━━━━━ Data supplied ━━━━━
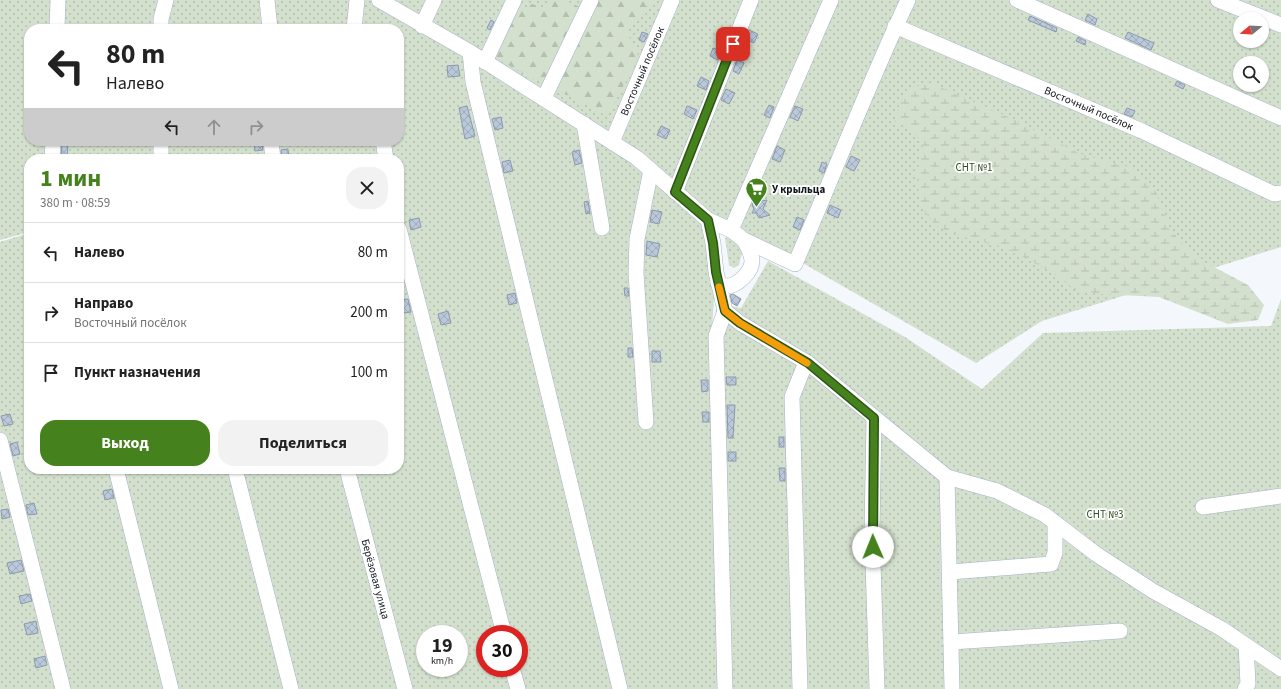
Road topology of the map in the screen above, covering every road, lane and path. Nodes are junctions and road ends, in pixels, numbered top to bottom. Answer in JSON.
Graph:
{"nodes":[{"id":1,"x":58,"y":0,"type":"edge"},
{"id":2,"x":166,"y":0,"type":"edge"},
{"id":3,"x":267,"y":0,"type":"edge"},
{"id":4,"x":357,"y":0,"type":"edge"},
{"id":5,"x":379,"y":0,"type":"edge"},
{"id":6,"x":434,"y":0,"type":"edge"},
{"id":7,"x":514,"y":0,"type":"edge"},
{"id":8,"x":591,"y":0,"type":"edge"},
{"id":9,"x":672,"y":0,"type":"edge"},
{"id":10,"x":751,"y":0,"type":"edge"},
{"id":11,"x":831,"y":0,"type":"edge"},
{"id":12,"x":908,"y":0,"type":"edge"},
{"id":13,"x":1017,"y":0,"type":"edge"},
{"id":14,"x":1218,"y":0,"type":"edge"},
{"id":15,"x":57,"y":24,"type":"edge"},
{"id":16,"x":161,"y":24,"type":"edge"},
{"id":17,"x":269,"y":24,"type":"edge"},
{"id":18,"x":355,"y":24,"type":"edge"},
{"id":19,"x":1281,"y":25,"type":"edge"},
{"id":20,"x":422,"y":26,"type":"junction"},
{"id":21,"x":895,"y":26,"type":"junction"},
{"id":22,"x":470,"y":52,"type":"junction"},
{"id":23,"x":485,"y":62,"type":"junction"},
{"id":24,"x":544,"y":98,"type":"junction"},
{"id":25,"x":1281,"y":118,"type":"edge"},
{"id":26,"x":584,"y":124,"type":"junction"},
{"id":27,"x":612,"y":142,"type":"junction"},
{"id":28,"x":651,"y":170,"type":"junction"},
{"id":29,"x":675,"y":192,"type":"junction"},
{"id":30,"x":1281,"y":193,"type":"edge"},
{"id":31,"x":708,"y":220,"type":"junction"},
{"id":32,"x":602,"y":228,"type":"dead end"},
{"id":33,"x":731,"y":230,"type":"junction"},
{"id":34,"x":744,"y":240,"type":"junction"},
{"id":35,"x":404,"y":248,"type":"edge"},
{"id":36,"x":718,"y":283,"type":"junction"},
{"id":37,"x":725,"y":311,"type":"junction"},
{"id":38,"x":806,"y":362,"type":"junction"},
{"id":39,"x":874,"y":418,"type":"junction"},
{"id":40,"x":646,"y":422,"type":"dead end"},
{"id":41,"x":0,"y":440,"type":"edge"},
{"id":42,"x":117,"y":474,"type":"edge"},
{"id":43,"x":236,"y":474,"type":"edge"},
{"id":44,"x":348,"y":474,"type":"edge"},
{"id":45,"x":947,"y":478,"type":"junction"},
{"id":46,"x":1281,"y":496,"type":"edge"},
{"id":47,"x":1203,"y":507,"type":"dead end"},
{"id":48,"x":1055,"y":523,"type":"junction"},
{"id":49,"x":950,"y":572,"type":"junction"},
{"id":50,"x":502,"y":625,"type":"edge"},
{"id":51,"x":1120,"y":631,"type":"dead end"},
{"id":52,"x":951,"y":642,"type":"junction"},
{"id":53,"x":1246,"y":645,"type":"junction"},
{"id":54,"x":1281,"y":669,"type":"edge"},
{"id":55,"x":515,"y":677,"type":"edge"},
{"id":56,"x":63,"y":689,"type":"edge"},
{"id":57,"x":171,"y":689,"type":"edge"},
{"id":58,"x":291,"y":689,"type":"edge"},
{"id":59,"x":405,"y":689,"type":"edge"},
{"id":60,"x":518,"y":689,"type":"edge"},
{"id":61,"x":620,"y":689,"type":"edge"},
{"id":62,"x":725,"y":689,"type":"edge"},
{"id":63,"x":800,"y":689,"type":"edge"},
{"id":64,"x":877,"y":689,"type":"edge"},
{"id":65,"x":952,"y":689,"type":"edge"},
{"id":66,"x":1245,"y":689,"type":"edge"}],
"edges":[{"from":1,"to":15,"type":"street"},
{"from":2,"to":16,"type":"street"},
{"from":3,"to":17,"type":"street"},
{"from":4,"to":18,"type":"street"},
{"from":5,"to":20,"type":"street"},
{"from":6,"to":20,"type":"street"},
{"from":7,"to":23,"type":"street"},
{"from":8,"to":24,"type":"street"},
{"from":9,"to":27,"type":"street","name":"Восточный посёлок"},
{"from":10,"to":29,"type":"street"},
{"from":11,"to":33,"type":"street"},
{"from":12,"to":21,"type":"street"},
{"from":13,"to":25,"type":"street"},
{"from":14,"to":19,"type":"street"},
{"from":20,"to":22,"type":"street"},
{"from":21,"to":30,"type":"street","name":"Восточный посёлок"},
{"from":21,"to":34,"type":"street"},
{"from":22,"to":23,"type":"street"},
{"from":22,"to":61,"type":"street"},
{"from":23,"to":24,"type":"street"},
{"from":24,"to":26,"type":"street"},
{"from":26,"to":27,"type":"street"},
{"from":26,"to":32,"type":"street"},
{"from":27,"to":28,"type":"street"},
{"from":28,"to":29,"type":"street"},
{"from":28,"to":40,"type":"street"},
{"from":29,"to":31,"type":"street"},
{"from":31,"to":33,"type":"street"},
{"from":31,"to":36,"type":"street"},
{"from":33,"to":34,"type":"street"},
{"from":34,"to":36,"type":"street"},
{"from":35,"to":50,"type":"street"},
{"from":36,"to":37,"type":"street"},
{"from":37,"to":38,"type":"street"},
{"from":37,"to":62,"type":"street"},
{"from":38,"to":39,"type":"street"},
{"from":38,"to":63,"type":"street"},
{"from":39,"to":45,"type":"street"},
{"from":39,"to":64,"type":"street"},
{"from":41,"to":56,"type":"street"},
{"from":42,"to":57,"type":"street"},
{"from":43,"to":58,"type":"street"},
{"from":44,"to":59,"type":"street","name":"Берёзовая улица"},
{"from":45,"to":48,"type":"street"},
{"from":45,"to":49,"type":"street"},
{"from":46,"to":47,"type":"street"},
{"from":48,"to":49,"type":"street"},
{"from":48,"to":53,"type":"street"},
{"from":49,"to":52,"type":"street"},
{"from":51,"to":52,"type":"street"},
{"from":52,"to":65,"type":"street"},
{"from":53,"to":54,"type":"street"},
{"from":53,"to":66,"type":"street"},
{"from":55,"to":60,"type":"street"}]}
━━━━━
■ **What is expected**
Everything in the entries must be written out exactly; the pictures stay out.

■ **Final answer**
Road topology of the map in the screen above, covering every road, lane and path. Nodes are junctions and road ends, in pixels, numbered top to bottom. Answer in JSON.
Graph:
{"nodes":[{"id":1,"x":58,"y":0,"type":"edge"},
{"id":2,"x":166,"y":0,"type":"edge"},
{"id":3,"x":267,"y":0,"type":"edge"},
{"id":4,"x":357,"y":0,"type":"edge"},
{"id":5,"x":379,"y":0,"type":"edge"},
{"id":6,"x":434,"y":0,"type":"edge"},
{"id":7,"x":514,"y":0,"type":"edge"},
{"id":8,"x":591,"y":0,"type":"edge"},
{"id":9,"x":672,"y":0,"type":"edge"},
{"id":10,"x":751,"y":0,"type":"edge"},
{"id":11,"x":831,"y":0,"type":"edge"},
{"id":12,"x":908,"y":0,"type":"edge"},
{"id":13,"x":1017,"y":0,"type":"edge"},
{"id":14,"x":1218,"y":0,"type":"edge"},
{"id":15,"x":57,"y":24,"type":"edge"},
{"id":16,"x":161,"y":24,"type":"edge"},
{"id":17,"x":269,"y":24,"type":"edge"},
{"id":18,"x":355,"y":24,"type":"edge"},
{"id":19,"x":1281,"y":25,"type":"edge"},
{"id":20,"x":422,"y":26,"type":"junction"},
{"id":21,"x":895,"y":26,"type":"junction"},
{"id":22,"x":470,"y":52,"type":"junction"},
{"id":23,"x":485,"y":62,"type":"junction"},
{"id":24,"x":544,"y":98,"type":"junction"},
{"id":25,"x":1281,"y":118,"type":"edge"},
{"id":26,"x":584,"y":124,"type":"junction"},
{"id":27,"x":612,"y":142,"type":"junction"},
{"id":28,"x":651,"y":170,"type":"junction"},
{"id":29,"x":675,"y":192,"type":"junction"},
{"id":30,"x":1281,"y":193,"type":"edge"},
{"id":31,"x":708,"y":220,"type":"junction"},
{"id":32,"x":602,"y":228,"type":"dead end"},
{"id":33,"x":731,"y":230,"type":"junction"},
{"id":34,"x":744,"y":240,"type":"junction"},
{"id":35,"x":404,"y":248,"type":"edge"},
{"id":36,"x":718,"y":283,"type":"junction"},
{"id":37,"x":725,"y":311,"type":"junction"},
{"id":38,"x":806,"y":362,"type":"junction"},
{"id":39,"x":874,"y":418,"type":"junction"},
{"id":40,"x":646,"y":422,"type":"dead end"},
{"id":41,"x":0,"y":440,"type":"edge"},
{"id":42,"x":117,"y":474,"type":"edge"},
{"id":43,"x":236,"y":474,"type":"edge"},
{"id":44,"x":348,"y":474,"type":"edge"},
{"id":45,"x":947,"y":478,"type":"junction"},
{"id":46,"x":1281,"y":496,"type":"edge"},
{"id":47,"x":1203,"y":507,"type":"dead end"},
{"id":48,"x":1055,"y":523,"type":"junction"},
{"id":49,"x":950,"y":572,"type":"junction"},
{"id":50,"x":502,"y":625,"type":"edge"},
{"id":51,"x":1120,"y":631,"type":"dead end"},
{"id":52,"x":951,"y":642,"type":"junction"},
{"id":53,"x":1246,"y":645,"type":"junction"},
{"id":54,"x":1281,"y":669,"type":"edge"},
{"id":55,"x":515,"y":677,"type":"edge"},
{"id":56,"x":63,"y":689,"type":"edge"},
{"id":57,"x":171,"y":689,"type":"edge"},
{"id":58,"x":291,"y":689,"type":"edge"},
{"id":59,"x":405,"y":689,"type":"edge"},
{"id":60,"x":518,"y":689,"type":"edge"},
{"id":61,"x":620,"y":689,"type":"edge"},
{"id":62,"x":725,"y":689,"type":"edge"},
{"id":63,"x":800,"y":689,"type":"edge"},
{"id":64,"x":877,"y":689,"type":"edge"},
{"id":65,"x":952,"y":689,"type":"edge"},
{"id":66,"x":1245,"y":689,"type":"edge"}],
"edges":[{"from":1,"to":15,"type":"street"},
{"from":2,"to":16,"type":"street"},
{"from":3,"to":17,"type":"street"},
{"from":4,"to":18,"type":"street"},
{"from":5,"to":20,"type":"street"},
{"from":6,"to":20,"type":"street"},
{"from":7,"to":23,"type":"street"},
{"from":8,"to":24,"type":"street"},
{"from":9,"to":27,"type":"street","name":"Восточный посёлок"},
{"from":10,"to":29,"type":"street"},
{"from":11,"to":33,"type":"street"},
{"from":12,"to":21,"type":"street"},
{"from":13,"to":25,"type":"street"},
{"from":14,"to":19,"type":"street"},
{"from":20,"to":22,"type":"street"},
{"from":21,"to":30,"type":"street","name":"Восточный посёлок"},
{"from":21,"to":34,"type":"street"},
{"from":22,"to":23,"type":"street"},
{"from":22,"to":61,"type":"street"},
{"from":23,"to":24,"type":"street"},
{"from":24,"to":26,"type":"street"},
{"from":26,"to":27,"type":"street"},
{"from":26,"to":32,"type":"street"},
{"from":27,"to":28,"type":"street"},
{"from":28,"to":29,"type":"street"},
{"from":28,"to":40,"type":"street"},
{"from":29,"to":31,"type":"street"},
{"from":31,"to":33,"type":"street"},
{"from":31,"to":36,"type":"street"},
{"from":33,"to":34,"type":"street"},
{"from":34,"to":36,"type":"street"},
{"from":35,"to":50,"type":"street"},
{"from":36,"to":37,"type":"street"},
{"from":37,"to":38,"type":"street"},
{"from":37,"to":62,"type":"street"},
{"from":38,"to":39,"type":"street"},
{"from":38,"to":63,"type":"street"},
{"from":39,"to":45,"type":"street"},
{"from":39,"to":64,"type":"street"},
{"from":41,"to":56,"type":"street"},
{"from":42,"to":57,"type":"street"},
{"from":43,"to":58,"type":"street"},
{"from":44,"to":59,"type":"street","name":"Берёзовая улица"},
{"from":45,"to":48,"type":"street"},
{"from":45,"to":49,"type":"street"},
{"from":46,"to":47,"type":"street"},
{"from":48,"to":49,"type":"street"},
{"from":48,"to":53,"type":"street"},
{"from":49,"to":52,"type":"street"},
{"from":51,"to":52,"type":"street"},
{"from":52,"to":65,"type":"street"},
{"from":53,"to":54,"type":"street"},
{"from":53,"to":66,"type":"street"},
{"from":55,"to":60,"type":"street"}]}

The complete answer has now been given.